Według danych YouGov w 2024 r. na karmę oraz przysmaki dla psów i kotów wydaliśmy 4,9 mld zł, o 10 proc. więcej niż w 2023 r. – Najwięcej w 2024 r. Polacy wydali na karmę dla kotów (to 48 proc. rynku karm zwierzęcych), karma dla psów to 36 proc. rynku, a przysmaki dla psów i kotów – 15 proc. rynku – mówi Jakub Dubniak z YouGov.
Widać dysproporcję między wydatkami na koty i psy – psów mamy więcej niż kotów, a pieniędzy przeznaczamy na nie mniej. Dlaczego? – Większość właścicieli psów przygotowuje im jedzenie w domu. Z danych YouGov wynika, że wśród właścicieli kotów mamy większy odsetek tych, którzy wybierają karmę gotową – tłumaczy Jakub Dubniak.
I nie mogą to być karmy byle jakie. – Polscy petparentsi – jak nazywamy opiekunów zwierząt w naszej branży – lubią kupować pupilom karmę, która przypomina ludzkie jedzenie – wybierają gulasze czy potrawki z widocznymi kawałkami mięsa, preferują przy tym smak wołowiny. To inne podejście niż w krajach zachodnich, np. na rynku niemieckim dominuje podawanie suchej karmy – mówi Barbara Krzyżanowska z firmy Mars Polska, producenta m.in. karm Whiskas czy Pedigree. Ta firma też widzi szybki wzrost wydatków Polaków na produkty dla zwierząt. I to nie tylko karm, ale też smaczków czy przekąsek. – To np. pałeczki wspierające higienę jamy ustnej czy smaczki z witaminami. Widać, że polscy petparentsi chcą zaspokoić nie tylko podstawowe potrzeby zwierząt, ale też zadbać o nie jak o członków rodziny – dodaje Krzyżanowska.

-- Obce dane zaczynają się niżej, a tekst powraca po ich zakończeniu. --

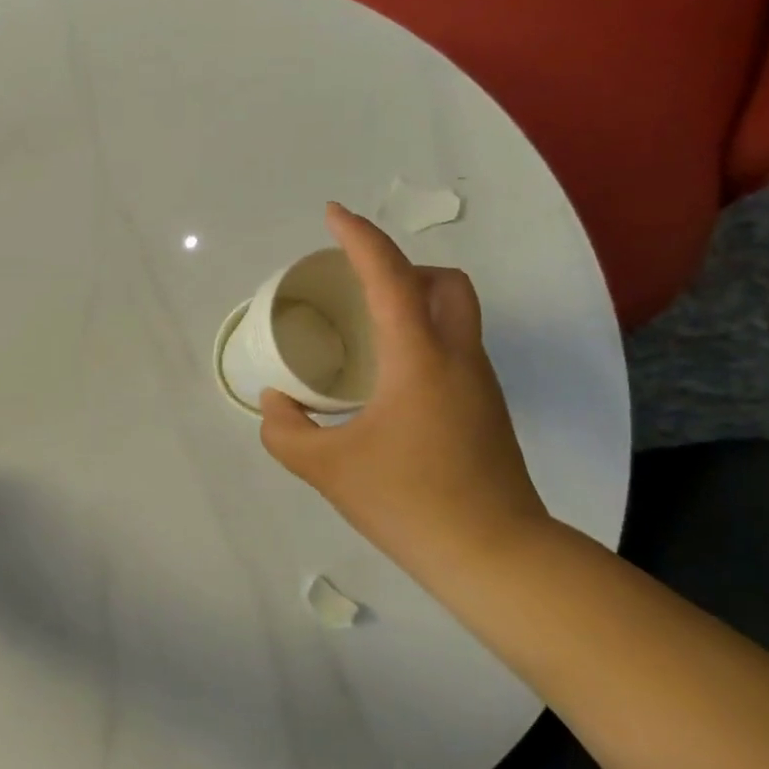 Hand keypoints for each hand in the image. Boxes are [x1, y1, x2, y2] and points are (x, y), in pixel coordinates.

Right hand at [260, 203, 550, 580]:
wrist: (493, 554)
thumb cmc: (407, 502)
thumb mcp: (326, 469)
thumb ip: (285, 430)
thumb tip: (276, 402)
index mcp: (418, 359)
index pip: (389, 277)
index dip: (359, 237)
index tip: (333, 214)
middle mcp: (457, 357)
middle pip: (444, 282)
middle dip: (402, 267)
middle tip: (359, 286)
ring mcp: (479, 383)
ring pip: (456, 314)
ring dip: (415, 301)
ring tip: (368, 331)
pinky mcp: (485, 409)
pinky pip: (455, 347)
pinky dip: (423, 338)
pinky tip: (388, 380) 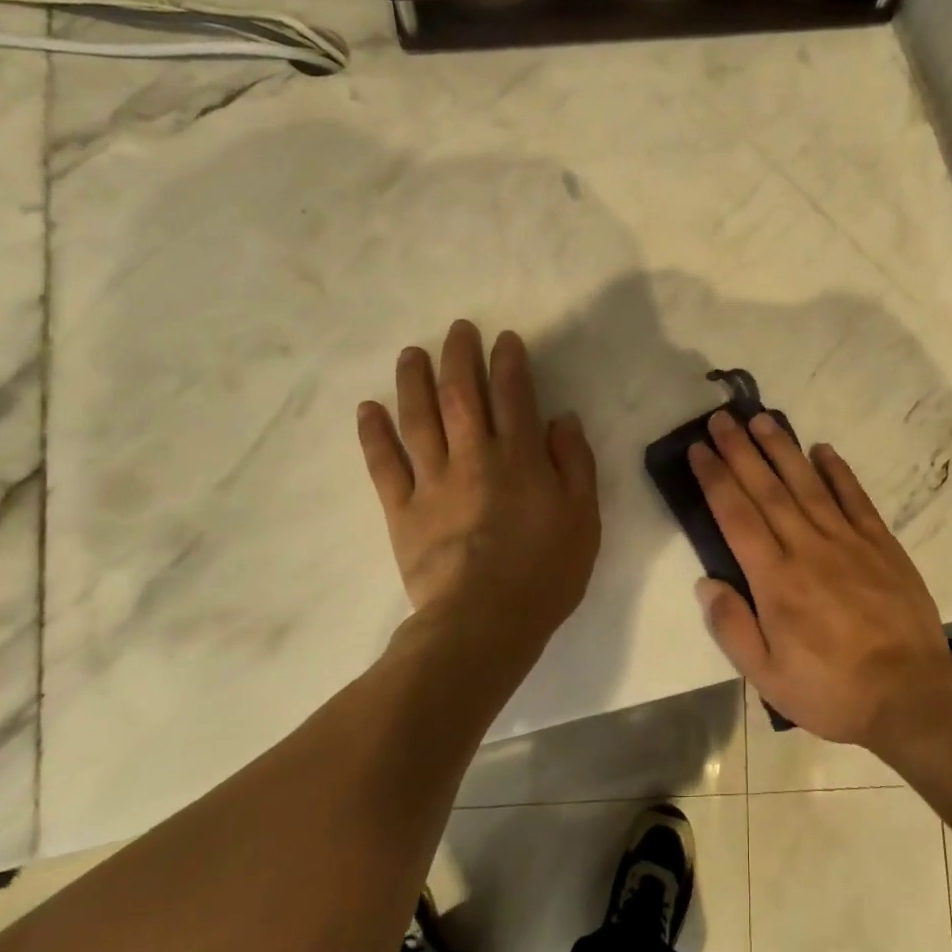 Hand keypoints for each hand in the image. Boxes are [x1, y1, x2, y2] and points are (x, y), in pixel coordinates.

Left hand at [357, 321, 599, 673]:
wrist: (484, 622)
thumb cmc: (546, 570)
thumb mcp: (583, 516)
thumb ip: (574, 463)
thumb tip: (561, 419)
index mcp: (520, 458)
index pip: (514, 395)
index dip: (508, 363)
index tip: (503, 338)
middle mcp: (474, 457)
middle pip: (462, 395)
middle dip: (460, 357)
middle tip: (457, 329)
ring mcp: (433, 482)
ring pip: (419, 420)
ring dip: (414, 382)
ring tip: (411, 354)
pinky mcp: (402, 511)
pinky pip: (384, 465)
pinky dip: (374, 435)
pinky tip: (368, 408)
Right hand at [688, 410, 951, 745]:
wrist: (910, 694)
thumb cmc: (831, 690)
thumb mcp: (767, 677)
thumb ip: (732, 627)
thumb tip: (705, 583)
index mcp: (775, 580)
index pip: (736, 516)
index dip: (715, 478)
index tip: (699, 449)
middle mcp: (807, 548)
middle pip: (767, 489)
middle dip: (741, 450)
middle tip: (722, 419)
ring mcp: (848, 541)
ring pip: (808, 484)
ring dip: (783, 449)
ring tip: (762, 419)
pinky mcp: (881, 544)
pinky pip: (855, 498)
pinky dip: (838, 471)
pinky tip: (823, 449)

Ile mogą na to wydać? U osób mających po kilka zwierząt wydatki na karmę, żwirki, środki antykleszczowe dobijają do 1000 zł miesięcznie. – Przy takiej liczbie kotów staram się polować na okazje w internecie – mówi Agnieszka Lutosławska. Średnio wydają na zwierzęta ok. 1000 zł miesięcznie. – Szczęście, że dzieci już się same utrzymują, bo inaczej byłoby ciężko – przyznaje Agnieszka.

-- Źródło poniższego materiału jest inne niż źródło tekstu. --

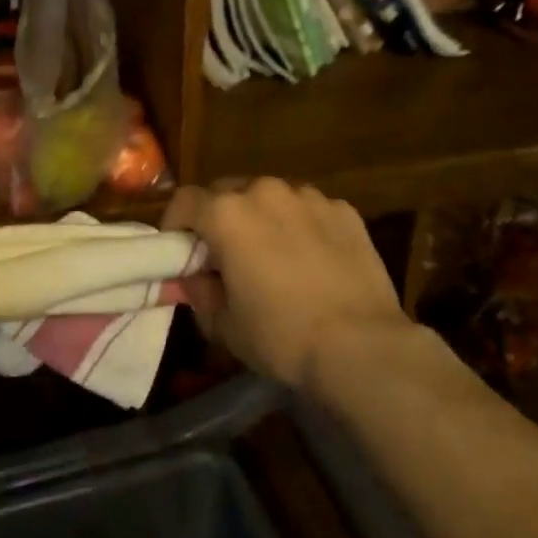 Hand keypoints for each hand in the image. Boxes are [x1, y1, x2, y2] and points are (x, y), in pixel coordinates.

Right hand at [163, 179, 409, 389]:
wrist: (362, 345)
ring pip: (271, 198)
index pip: (185, 201)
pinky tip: (313, 260)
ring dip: (262, 218)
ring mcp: (309, 197)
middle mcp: (265, 191)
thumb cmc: (282, 336)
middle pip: (228, 192)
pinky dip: (301, 226)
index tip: (179, 250)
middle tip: (226, 254)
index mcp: (227, 214)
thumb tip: (195, 278)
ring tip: (273, 254)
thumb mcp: (224, 325)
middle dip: (220, 217)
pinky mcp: (344, 210)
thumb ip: (200, 292)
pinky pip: (309, 210)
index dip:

Katarzyna Lipińska-Mastalerz, mieszkająca na wsi niedaleko Puszczy Mariańskiej, nie odpowiada na pytanie, ile wydaje na swoje zwierzęta. – Ja nawet nie chcę tego liczyć, żeby się nie denerwować – przyznaje. Przy dziewięciu kotach i trzech psach wydatki idą w tysiące, zwłaszcza kiedy któreś zwierzę zachoruje. – Przy nawet niedużej dolegliwości koszty są ogromne. USG – 300 zł, wizyta u weterynarza – 200 zł, leki, kontrole, a nie daj Boże jakaś operacja, czasami naprawdę trzeba wyciągnąć ostatnie oszczędności albo zadłużyć się u rodziny – mówi Agnieszka Lutosławska.

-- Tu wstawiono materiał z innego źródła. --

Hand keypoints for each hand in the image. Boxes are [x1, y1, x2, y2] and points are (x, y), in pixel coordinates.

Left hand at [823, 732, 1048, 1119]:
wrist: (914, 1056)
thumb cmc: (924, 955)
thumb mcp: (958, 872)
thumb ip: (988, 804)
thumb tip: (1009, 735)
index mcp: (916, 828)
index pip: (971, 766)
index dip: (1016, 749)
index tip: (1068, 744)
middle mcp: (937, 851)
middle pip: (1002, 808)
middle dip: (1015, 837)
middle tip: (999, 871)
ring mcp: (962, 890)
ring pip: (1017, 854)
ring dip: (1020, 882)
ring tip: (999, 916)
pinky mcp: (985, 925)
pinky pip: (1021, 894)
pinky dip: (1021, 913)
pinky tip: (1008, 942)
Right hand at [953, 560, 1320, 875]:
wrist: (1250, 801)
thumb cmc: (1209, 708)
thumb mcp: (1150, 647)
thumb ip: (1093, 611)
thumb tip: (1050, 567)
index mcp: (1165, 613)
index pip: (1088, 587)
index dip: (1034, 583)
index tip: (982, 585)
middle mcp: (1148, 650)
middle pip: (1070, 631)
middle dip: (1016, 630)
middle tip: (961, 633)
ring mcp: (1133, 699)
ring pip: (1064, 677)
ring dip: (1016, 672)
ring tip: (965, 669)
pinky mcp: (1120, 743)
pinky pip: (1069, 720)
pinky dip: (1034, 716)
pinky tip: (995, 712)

Wszystko dla mojego Jureczka
– Jak miałabym nie leczyć moich zwierząt, kiedy chorują? Na to zawsze muszą znaleźć się pieniądze, choćby kosztem naszych wyjazdów czy większych wydatków. Jak mój ukochany Jureczek, który ostatnio ma niedoczynność tarczycy, potrzebuje iść do lekarza, to nie ma zmiłuj, wyciągam portmonetkę i płacę – wzdycha Kasia Lipińska-Mastalerz. Jureczek to maleńki piesek, już staruszek, którego Kasia przygarnęła ze schroniska. – Potem przyjęliśmy do domu jeszcze Karmela z tego samego schroniska, mamy też malutką suczkę Morwę. Ale najtrudniej nam zapanować nad liczbą kotów. Bo zazwyczaj przychodzi jeden taki przybłęda, my dajemy jeść, opiekujemy się, a po jakimś czasie on wpada na pomysł, żeby przyprowadzić kolegę lub koleżankę w równie fatalnym stanie. I jak tu wygonić? – rozkłada ręce Kasia.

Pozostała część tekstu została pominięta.